摘要室管膜瘤(EPN)是一种神经外胚层肿瘤，成人EPN好发于脊柱，而儿童EPN中90%位于颅内，其中2/3的肿瘤位于后颅窝。对于后颅窝EPN(EPN-PF)，手术及术后辅助治疗仍是首选治疗方案，但复发率仍居高不下以及较差的预后提示亟待探索更具针对性的高效治疗手段。随着近年来分子生物学技术的飞速发展，EPN-PF的分子生物学特征得到部分阐述，初步确定了其分子分型，并提出了诸多潜在治疗靶点。本研究围绕组蛋白3赖氨酸27位点的三甲基化蛋白(H3K27me3)在EPN-PF中的作用以及其他潜在的治疗靶点进行综述，以期对该病的治疗及后续研究提供参考。

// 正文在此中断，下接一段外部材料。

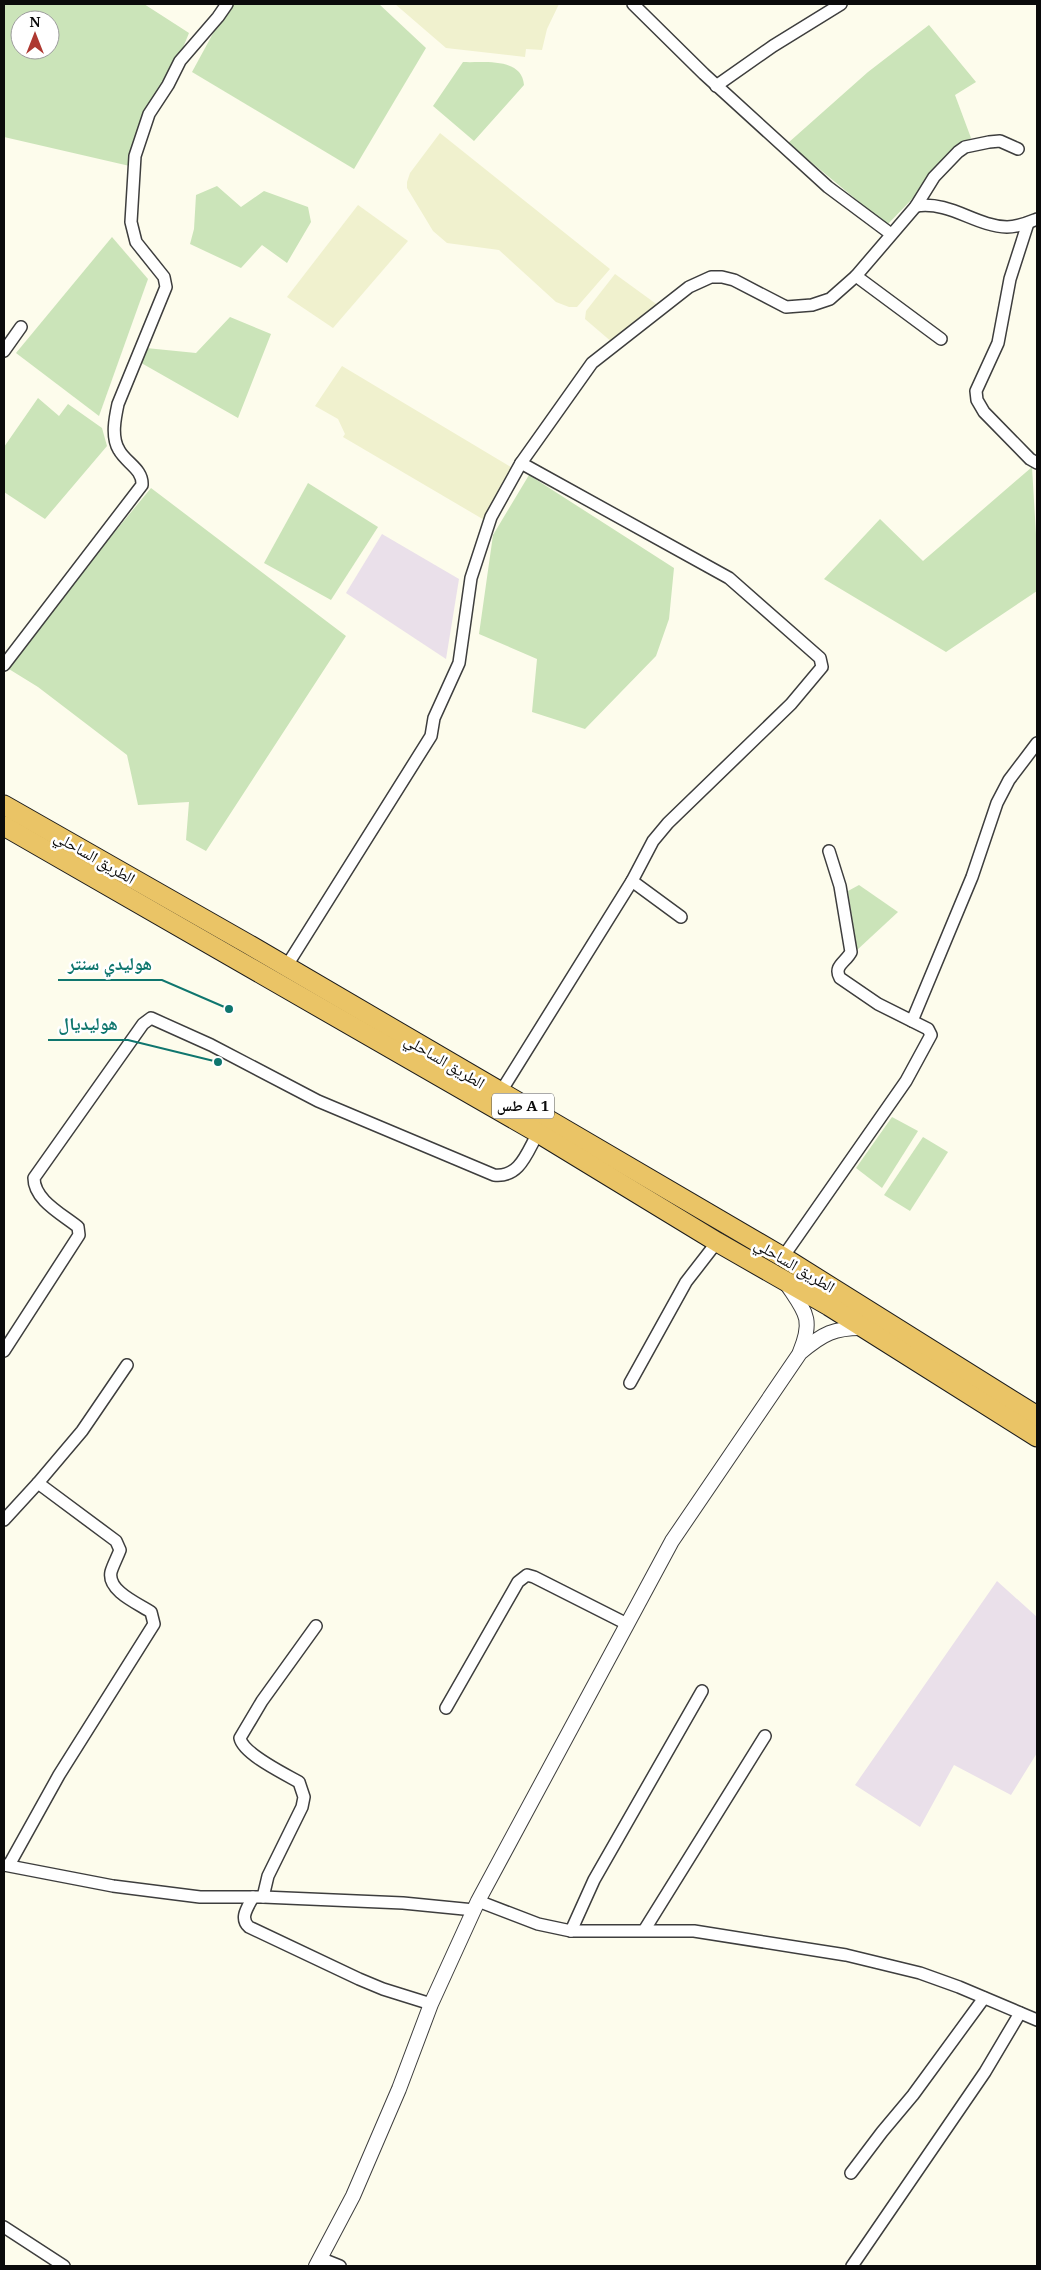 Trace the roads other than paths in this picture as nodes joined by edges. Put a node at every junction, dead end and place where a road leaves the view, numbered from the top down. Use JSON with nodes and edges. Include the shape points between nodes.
{"nodes":[{"id":1,"x":227,"y":4,"type":"edge"},
{"id":2,"x":633,"y":4,"type":"edge"},
{"id":3,"x":841,"y":4,"type":"edge"},
{"id":4,"x":716,"y":86,"type":"junction"},
{"id":5,"x":1018,"y":149,"type":"dead end"},
{"id":6,"x":916,"y":206,"type":"junction"},
{"id":7,"x":1033,"y":221,"type":"edge"},
{"id":8,"x":891,"y":234,"type":"junction"},
{"id":9,"x":856,"y":276,"type":"junction"},
{"id":10,"x":21,"y":327,"type":"dead end"},
{"id":11,"x":941,"y":339,"type":"dead end"},
{"id":12,"x":4,"y":351,"type":"edge"},
{"id":13,"x":521,"y":463,"type":"junction"},
{"id":14,"x":1037,"y":463,"type":"edge"},
{"id":15,"x":4,"y":664,"type":"edge"},
{"id":16,"x":1037,"y":743,"type":"edge"},
{"id":17,"x":4,"y":804,"type":"edge"},
{"id":18,"x":4,"y":826,"type":"edge"},
{"id":19,"x":829,"y":852,"type":"dead end"},
{"id":20,"x":632,"y":881,"type":"junction"},
{"id":21,"x":681,"y":917,"type":"dead end"},
{"id":22,"x":286,"y":967,"type":"junction"},
{"id":23,"x":912,"y":1021,"type":"junction"},
{"id":24,"x":500,"y":1093,"type":"junction"},
{"id":25,"x":538,"y":1133,"type":"junction"},
{"id":26,"x":717,"y":1242,"type":"junction"},
{"id":27,"x":783,"y":1257,"type":"junction"},
{"id":28,"x":786,"y":1283,"type":"junction"},
{"id":29,"x":865,"y":1328,"type":"junction"},
{"id":30,"x":4,"y":1351,"type":"edge"},
{"id":31,"x":800,"y":1353,"type":"junction"},
{"id":32,"x":127,"y":1365,"type":"dead end"},
{"id":33,"x":630,"y":1383,"type":"dead end"},
{"id":34,"x":1037,"y":1416,"type":"edge"},
{"id":35,"x":1037,"y":1437,"type":"edge"},
{"id":36,"x":38,"y":1482,"type":"junction"},
{"id":37,"x":4,"y":1520,"type":"edge"},
{"id":38,"x":627,"y":1624,"type":"junction"},
{"id":39,"x":316,"y":1626,"type":"dead end"},
{"id":40,"x":702,"y":1691,"type":"dead end"},
{"id":41,"x":446,"y":1708,"type":"dead end"},
{"id":42,"x":765,"y":1736,"type":"dead end"},
{"id":43,"x":6,"y":1865,"type":"edge"},
{"id":44,"x":258,"y":1897,"type":"junction"},
{"id":45,"x":476,"y":1905,"type":"junction"},
{"id":46,"x":645,"y":1929,"type":"junction"},
{"id":47,"x":571,"y":1931,"type":"junction"},
{"id":48,"x":984,"y":1998,"type":"junction"},
{"id":49,"x":431,"y":2004,"type":"junction"},
{"id":50,"x":1020,"y":2013,"type":"junction"},
{"id":51,"x":1037,"y":2020,"type":"edge"},
{"id":52,"x":851,"y":2173,"type":"dead end"},
{"id":53,"x":4,"y":2227,"type":"edge"},
{"id":54,"x":318,"y":2262,"type":"edge"},
{"id":55,"x":64,"y":2266,"type":"edge"},
{"id":56,"x":340,"y":2266,"type":"edge"},
{"id":57,"x":852,"y":2266,"type":"edge"}],
"edges":[{"from":1,"to":15,"type":"street","via":[[180,61],[148,114],[134,156],[131,222],[136,242],[164,277],[166,287],[115,415],[118,449],[140,473],[142,485]]},
{"from":2,"to":4,"type":"street"},
{"from":3,"to":4,"type":"street"},
{"from":4,"to":8,"type":"street","via":[[828,187]]},
{"from":5,"to":6,"type":"street","via":[[1000,141],[965,147],[934,177]]},
{"from":6,"to":7,"type":"street","via":[[931,204],[945,207],[998,226],[1017,226]]},
{"from":6,"to":8,"type":"street"},
{"from":7,"to":14,"type":"street","via":[[1010,279],[998,343],[976,391],[984,412]]},
{"from":8,"to":9,"type":"street"},
{"from":9,"to":11,"type":"street"},
{"from":9,"to":13,"type":"street","via":[[830,299],[795,308],[776,303],[734,280],[722,277],[711,277],[689,287],[592,363]]},
{"from":10,"to":12,"type":"street"},
{"from":13,"to":20,"type":"street","via":[[729,578],[822,663],[791,704],[668,823],[653,841]]},
{"from":13,"to":22,"type":"street","via":[[491,517],[482,543],[471,578],[459,663],[434,718],[431,736]]},
{"from":16,"to":23,"type":"street","via":[[1009,780],[998,803]]},
{"from":17,"to":22,"type":"highway","name":"الطريق الساحلي","number":"طس A 1"},
{"from":18,"to":25,"type":"highway","name":"الطريق الساحلي","number":"طس A 1"},
{"from":19,"to":23,"type":"street","via":[[840,886],[851,952],[837,973],[856,991]]},
{"from":20,"to":21,"type":"street"},
{"from":20,"to":24,"type":"street"},
{"from":22,"to":24,"type":"highway","name":"الطريق الساحلي","number":"طس A 1"},
{"from":23,"to":27,"type":"street","via":[[930,1032],[930,1040],[906,1081]]},
{"from":24,"to":27,"type":"highway","name":"الطريق الساحلي","number":"طس A 1"},
{"from":25,"to":26,"type":"highway","name":"الطريق الساحلي","number":"طس A 1"},
{"from":25,"to":30,"type":"street","via":[[516,1170],[506,1175],[494,1175],[318,1101],[211,1045],[151,1018],[143,1024],[34,1178],[34,1187],[39,1195],[78,1227],[79,1235]]},
{"from":26,"to":28,"type":"highway","name":"الطريق الساحلي","number":"طس A 1"},
{"from":26,"to":33,"type":"street","via":[[686,1282]]},
{"from":27,"to":34,"type":"highway","name":"الطريق الساحلي","number":"طس A 1"},
{"from":28,"to":29,"type":"highway","name":"الطريق الساحلي","number":"طس A 1"},
{"from":28,"to":31,"type":"street","via":[[807,1317]]},
{"from":29,"to":31,"type":"street","via":[[828,1333]]},
{"from":29,"to":35,"type":"highway","name":"الطريق الساحلي","number":"طس A 1"},
{"from":31,"to":38,"type":"street","via":[[672,1541]]},
{"from":32,"to":36,"type":"street","via":[[82,1431]]},
{"from":36,"to":37,"type":"street"},
{"from":36,"to":43,"type":"street","via":[[116,1541],[120,1550],[110,1574],[113,1584],[151,1612],[154,1624]]},
{"from":38,"to":41,"type":"street","via":[[527,1575],[518,1582]]},
{"from":38,"to":45,"type":"street"},
{"from":39,"to":44,"type":"street","via":[[262,1701],[240,1738],[241,1744],[262,1760],[299,1782],[304,1797]]},
{"from":40,"to":47,"type":"street","via":[[594,1880]]},
{"from":42,"to":46,"type":"street"},
{"from":43,"to":44,"type":"street","via":[[160,1893]]},
{"from":44,"to":45,"type":"street"},
{"from":44,"to":49,"type":"street","via":[[243,1918],[249,1927],[367,1983]]},
{"from":45,"to":47,"type":"street"},
{"from":45,"to":49,"type":"street"},
{"from":46,"to":47,"type":"street"},
{"from":46,"to":48,"type":"street","via":[[694,1931],[846,1955],[920,1973]]},
{"from":48,"to":50,"type":"street"},
{"from":48,"to":52,"type":"street"},
{"from":49,"to":54,"type":"street","via":[[353,2196]]},
{"from":50,"to":51,"type":"street"},
{"from":50,"to":57,"type":"street","via":[[986,2072]]},
{"from":53,"to":55,"type":"street"},
{"from":54,"to":56,"type":"street"}]}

abstractsAs a kind of neuroectodermal tumor, ependymoma usually occurs in the spine in adults. However, 90% of children's ependymomas are intracranially located, and two thirds of them are located in the posterior fossa. The most commonly used clinical treatment for posterior fossa ependymomas is surgery combined with postoperative adjuvant therapy, but the high recurrence rate and poor prognosis suggest that it is urgent to explore more targeted and efficient treatment methods. In recent years, molecular biology technology has developed rapidly, the molecular biological characteristics of posterior fossa ependymomas are partially elucidated, and the molecular typing has been preliminarily determined and many potential therapeutic targets have been proposed. This review focuses on the role of histone H3 lysine 27 trimethylation in posterior fossa ependymoma and its potential therapeutic targets to provide references for treatments and follow-up researches of this disease.